Pipsqueak is, in spirit, a lot more similar to IPS than BPS: Pipsqueak contains simple blocks of data to be inserted into the program image, but also encodes semantic information such that these blocks of data may be moved around appropriately.
Note: all data in the patch is little endian, however patches may be applied to a big endian target.
struct Pipsqueak {
header: Header,
num_replacements: POINTER_SIZE,
replacements: Replacement[num_replacements],
num_far_chunks: POINTER_SIZE,
far_chunks: FarChunk[num_far_chunks],
}
enum Endianness {
Little = 0x00,
Big = 0x01,
}
struct Header {
// P I P S in ASCII.
magic: [0x50, 0x49, 0x50, 0x53],
// Version number, incremented per revision of the data format.
version: 0x01,
// Endianness of the _target_. All addresses in the _patch_ are little endian.
endianness: Endianness,
// Pointer size of the target.
pointer_size: u8 = POINTER_SIZE,
// Base address of the target in memory.
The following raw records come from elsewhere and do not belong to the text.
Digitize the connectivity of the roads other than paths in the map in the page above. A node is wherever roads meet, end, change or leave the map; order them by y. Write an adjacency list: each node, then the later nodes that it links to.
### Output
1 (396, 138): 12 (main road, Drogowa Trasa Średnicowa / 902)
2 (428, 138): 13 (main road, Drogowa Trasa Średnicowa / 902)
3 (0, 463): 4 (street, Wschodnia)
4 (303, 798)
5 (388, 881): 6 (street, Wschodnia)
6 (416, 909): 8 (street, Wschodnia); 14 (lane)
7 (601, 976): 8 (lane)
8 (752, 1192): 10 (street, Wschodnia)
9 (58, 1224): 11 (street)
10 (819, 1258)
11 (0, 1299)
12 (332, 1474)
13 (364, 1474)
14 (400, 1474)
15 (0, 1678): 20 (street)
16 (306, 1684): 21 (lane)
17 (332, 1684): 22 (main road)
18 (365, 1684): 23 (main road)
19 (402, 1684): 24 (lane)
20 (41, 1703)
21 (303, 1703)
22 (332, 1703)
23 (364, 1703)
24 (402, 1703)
For GBA, this is 0x08000000.
base_address: POINTER_SIZE,
}
struct Replacement {
// Offset to start replacing at.
offset: POINTER_SIZE,
// Data to replace at the offset.
length: POINTER_SIZE,
data: [u8; length],
// Relocations within the data that may point into far memory.
num_relocations: POINTER_SIZE,
relocations: [Relocation; num_relocations],
}
Replacements have an identical purpose to those in IPS patches: they specify an offset to start replacing at, then what data should overwrite the original data at that location. However, in Pipsqueak, each replacement has additional relocation information that allow pointers within the replacement to point into far chunks.
struct FarChunk {
// Data to insert in far memory.
length: POINTER_SIZE,
data: [u8; length],
// Relocations within the data that may point into far memory.
num_relocations: POINTER_SIZE,
relocations: [Relocation; num_relocations],
}
Far chunks are free-floating segments of data. Traditionally, they are inserted into free space either anywhere within the program image or the program image is expanded and the data is appended to the end. In Pipsqueak, these are not explicitly tied to a fixed address. Anything that refers to far memory must do so via relocation.
struct Relocation {
// Offset, relative to the start of the replacement or far chunk.
rel_offset: POINTER_SIZE,
// Index of the far chunk that the relocation refers to.
far_chunk: POINTER_SIZE,
// Offset of the pointer from the start of the chunk.
ptr_offset: POINTER_SIZE,
}
Relocations are present in both replacements and far chunks: they specify an offset in the chunk where a sequence of bytes of length POINTER_SIZE
of the appropriate endianness is to be replaced with the resolved address of a far chunk. Far chunks may point to other far chunks, including themselves or far chunks defined earlier.
-
For each patch, append each far chunk to the end of the program image.
- A mapping of logical patch + far chunk index to physical far chunk address in the program image is created.
-
For each physical far chunk, rewrite each location in the program image with the base address + the resolved physical far chunk address + the pointer offset.
-
For each patch, rewrite the data in the program image with each replacement.
- Rewrite each location in the program image with the base address + the resolved physical far chunk address + the pointer offset.
While the patches are composable, they are neither commutative nor associative. Use with care.